I watched Roland Emmerich's The Day After Tomorrow on DVD last night. Interesting idea, boring and predictable plot, really dodgy science, so-so acting - not that I care because of its great post-production special effect. The story is about the "whole world" (which is really just the United States according to the film) freezes over as the global warming disrupts the heat cycle, which puts the earth into its new ice-age. On the centre stage we also have Jack the scientist making his way to the frozen New York to rescue his son Sam. At the end of the film, father and son were united, boy and girl were in love, stubborn vice-president apologised, the storm was cleared, but "everything" was still covered in white. Confused and unresolved.
As a Christian, what did I learn from this film?
Jack made his way to save his son Sam because of a promise he made to him, and because of his own faithfulness - it is something that is modelled after God's own faithfulness to save his people. As a bright teenager, Sam not only knows his father (who is a knowledgeable scientist and an antarctic explorer) but he also trusted him. When Jack instructed him to stay in-door to keep warm and to wait for the rescue, he listened. He waited, instead of trying to find his own way to escape like all the others who initially stuck in the library and perished in the snow. His trust has certainly been tempted and challenged, but Sam sticked to what he has believed...
As someone who has been saved by Christ, and has been promised with eternal life, are we sometimes tempted to seek our own way out? Our patience seems to be so thin sometimes when we wait for his return, but forget about how willing, how capable and how faithful God is.
Another challenge to us is our view to the natural disaster. Mankind is not sovereign, but God is.

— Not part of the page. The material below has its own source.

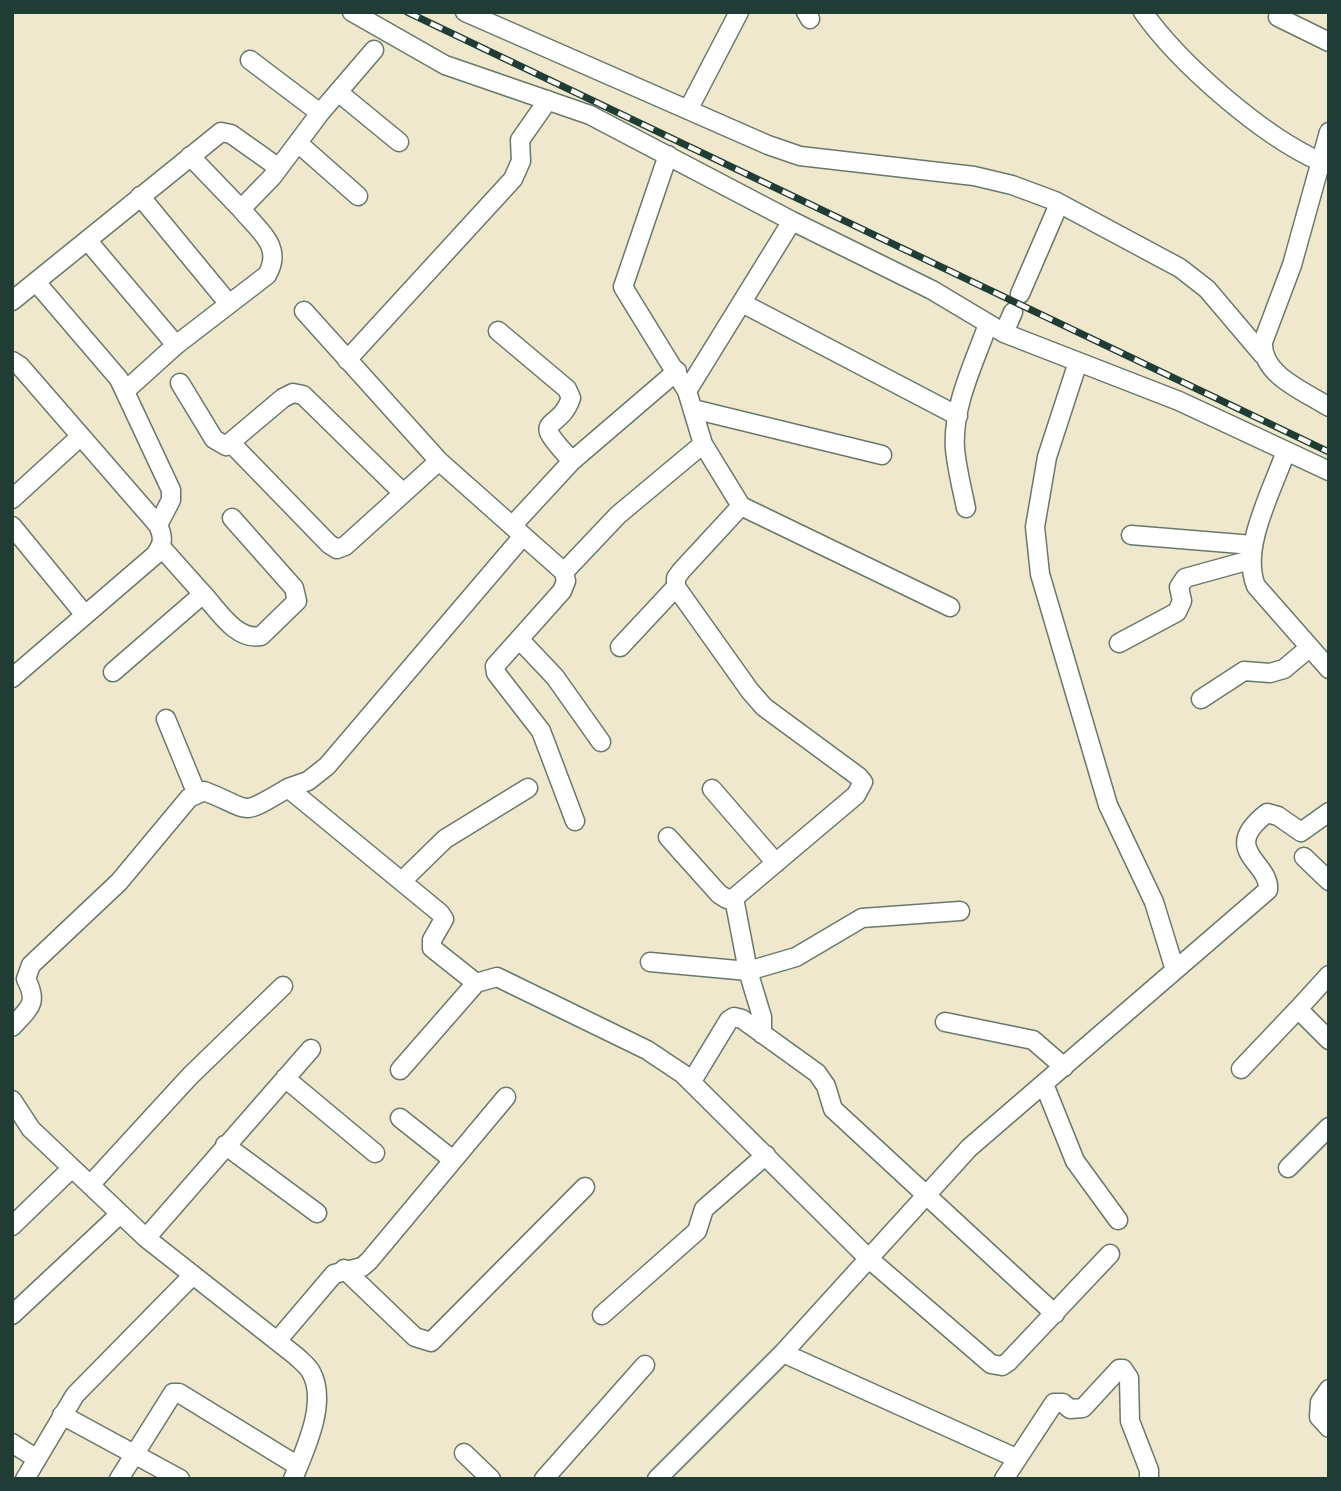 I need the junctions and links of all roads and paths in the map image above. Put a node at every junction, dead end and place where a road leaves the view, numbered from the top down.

He can choose to wipe out the entire humanity with flood, which he had done so previously, so can he do it with the ice-age. One interesting remark in the movie comes from that unrepentant librarian - he is holding onto a copy of the Gutenberg Bible as he saw it as nothing but a great achievement of humanity. But when asked whether he believed in God, he refused to acknowledge any divine. Movable type and printing process is nothing in comparison to what this creator God can do, and you would expect him to come to this realisation under that kind of severe natural disaster! But the heart of a sinful man remains blinded. Nothing can change that, other than the grace of God.
So what if the humanity has survived another ice age? They are there to humble ourselves, so that we will profess our unworthiness, repent, seek God and ask for forgiveness. Survival is not something that should make us proud "hey, humanity survived the last ice age, we are now more capable to survive this one!"